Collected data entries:
****************

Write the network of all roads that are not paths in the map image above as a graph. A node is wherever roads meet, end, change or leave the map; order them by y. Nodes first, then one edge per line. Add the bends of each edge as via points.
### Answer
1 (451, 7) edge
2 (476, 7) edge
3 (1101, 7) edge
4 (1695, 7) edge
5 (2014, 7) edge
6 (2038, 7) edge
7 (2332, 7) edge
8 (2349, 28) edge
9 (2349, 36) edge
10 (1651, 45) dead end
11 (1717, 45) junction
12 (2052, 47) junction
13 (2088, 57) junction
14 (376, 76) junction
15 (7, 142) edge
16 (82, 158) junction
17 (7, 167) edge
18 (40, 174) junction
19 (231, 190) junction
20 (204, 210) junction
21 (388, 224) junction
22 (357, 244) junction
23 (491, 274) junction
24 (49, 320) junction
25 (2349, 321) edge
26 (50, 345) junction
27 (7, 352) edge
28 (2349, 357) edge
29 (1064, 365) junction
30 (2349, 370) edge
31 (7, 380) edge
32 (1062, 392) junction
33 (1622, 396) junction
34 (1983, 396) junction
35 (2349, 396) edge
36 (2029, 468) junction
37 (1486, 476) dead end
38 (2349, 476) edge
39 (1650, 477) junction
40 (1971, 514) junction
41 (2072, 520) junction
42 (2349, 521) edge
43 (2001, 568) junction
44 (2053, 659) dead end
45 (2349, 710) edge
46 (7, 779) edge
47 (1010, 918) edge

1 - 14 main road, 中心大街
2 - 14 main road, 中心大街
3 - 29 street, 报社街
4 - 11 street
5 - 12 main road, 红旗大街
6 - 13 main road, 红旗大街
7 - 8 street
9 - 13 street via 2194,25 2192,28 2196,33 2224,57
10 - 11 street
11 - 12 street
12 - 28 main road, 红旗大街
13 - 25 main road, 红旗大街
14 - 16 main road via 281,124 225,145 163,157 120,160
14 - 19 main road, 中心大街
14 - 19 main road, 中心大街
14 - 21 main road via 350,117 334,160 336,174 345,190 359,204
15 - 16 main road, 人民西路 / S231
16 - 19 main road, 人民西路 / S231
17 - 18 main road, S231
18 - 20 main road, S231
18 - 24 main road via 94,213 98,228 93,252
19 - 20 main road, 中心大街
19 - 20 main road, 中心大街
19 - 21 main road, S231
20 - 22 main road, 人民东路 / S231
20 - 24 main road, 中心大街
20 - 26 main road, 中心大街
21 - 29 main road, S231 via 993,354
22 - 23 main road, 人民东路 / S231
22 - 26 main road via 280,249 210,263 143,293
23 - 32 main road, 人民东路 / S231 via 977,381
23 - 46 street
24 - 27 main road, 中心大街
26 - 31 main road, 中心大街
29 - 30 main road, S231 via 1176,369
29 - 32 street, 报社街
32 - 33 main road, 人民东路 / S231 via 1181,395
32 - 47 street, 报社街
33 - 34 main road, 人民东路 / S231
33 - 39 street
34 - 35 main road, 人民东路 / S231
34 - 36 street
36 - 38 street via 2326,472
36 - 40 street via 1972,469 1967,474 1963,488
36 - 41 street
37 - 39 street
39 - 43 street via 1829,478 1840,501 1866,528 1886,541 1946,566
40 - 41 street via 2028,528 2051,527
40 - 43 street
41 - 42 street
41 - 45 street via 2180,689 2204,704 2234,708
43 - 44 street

****************

== Directions for this task ==
Exactly as they stand above, write out the entries.

== Response for this exercise ==
Write the network of all roads that are not paths in the map image above as a graph. A node is wherever roads meet, end, change or leave the map; order them by y. Nodes first, then one edge per line. Add the bends of each edge as via points.
### Answer
1 (451, 7) edge
2 (476, 7) edge
3 (1101, 7) edge
4 (1695, 7) edge
5 (2014, 7) edge
6 (2038, 7) edge
7 (2332, 7) edge
8 (2349, 28) edge
9 (2349, 36) edge
10 (1651, 45) dead end
11 (1717, 45) junction
12 (2052, 47) junction
13 (2088, 57) junction
14 (376, 76) junction
15 (7, 142) edge
16 (82, 158) junction
17 (7, 167) edge
18 (40, 174) junction
19 (231, 190) junction
20 (204, 210) junction
21 (388, 224) junction
22 (357, 244) junction
23 (491, 274) junction
24 (49, 320) junction
25 (2349, 321) edge
26 (50, 345) junction
27 (7, 352) edge
28 (2349, 357) edge
29 (1064, 365) junction
30 (2349, 370) edge
31 (7, 380) edge
32 (1062, 392) junction
33 (1622, 396) junction
34 (1983, 396) junction
35 (2349, 396) edge
36 (2029, 468) junction
37 (1486, 476) dead end
38 (2349, 476) edge
39 (1650, 477) junction
40 (1971, 514) junction
41 (2072, 520) junction
42 (2349, 521) edge
43 (2001, 568) junction
44 (2053, 659) dead end
45 (2349, 710) edge
46 (7, 779) edge
47 (1010, 918) edge

1 - 14 main road, 中心大街
2 - 14 main road, 中心大街
3 - 29 street, 报社街
4 - 11 street
5 - 12 main road, 红旗大街
6 - 13 main road, 红旗大街
7 - 8 street
9 - 13 street via 2194,25 2192,28 2196,33 2224,57
10 - 11 street
11 - 12 street
12 - 28 main road, 红旗大街
13 - 25 main road, 红旗大街
14 - 16 main road via 281,124 225,145 163,157 120,160
14 - 19 main road, 中心大街
14 - 19 main road, 中心大街
14 - 21 main road via 350,117 334,160 336,174 345,190 359,204
15 - 16 main road, 人民西路 / S231
16 - 19 main road, 人民西路 / S231
17 - 18 main road, S231
18 - 20 main road, S231
18 - 24 main road via 94,213 98,228 93,252
19 - 20 main road, 中心大街
19 - 20 main road, 中心大街
19 - 21 main road, S231
20 - 22 main road, 人民东路 / S231
20 - 24 main road, 中心大街
20 - 26 main road, 中心大街
21 - 29 main road, S231 via 993,354
22 - 23 main road, 人民东路 / S231
22 - 26 main road via 280,249 210,263 143,293
23 - 32 main road, 人民东路 / S231 via 977,381
23 - 46 street
24 - 27 main road, 中心大街
26 - 31 main road, 中心大街
29 - 30 main road, S231 via 1176,369
29 - 32 street, 报社街
32 - 33 main road, 人民东路 / S231 via 1181,395
32 - 47 street, 报社街
33 - 34 main road, 人民东路 / S231
33 - 39 street
34 - 35 main road, 人民东路 / S231
34 - 36 street
36 - 38 street via 2326,472
36 - 40 street via 1972,469 1967,474 1963,488
36 - 41 street
37 - 39 street
39 - 43 street via 1829,478 1840,501 1866,528 1886,541 1946,566
40 - 41 street via 2028,528 2051,527
40 - 43 street
41 - 42 street
41 - 45 street via 2180,689 2204,704 2234,708
43 - 44 street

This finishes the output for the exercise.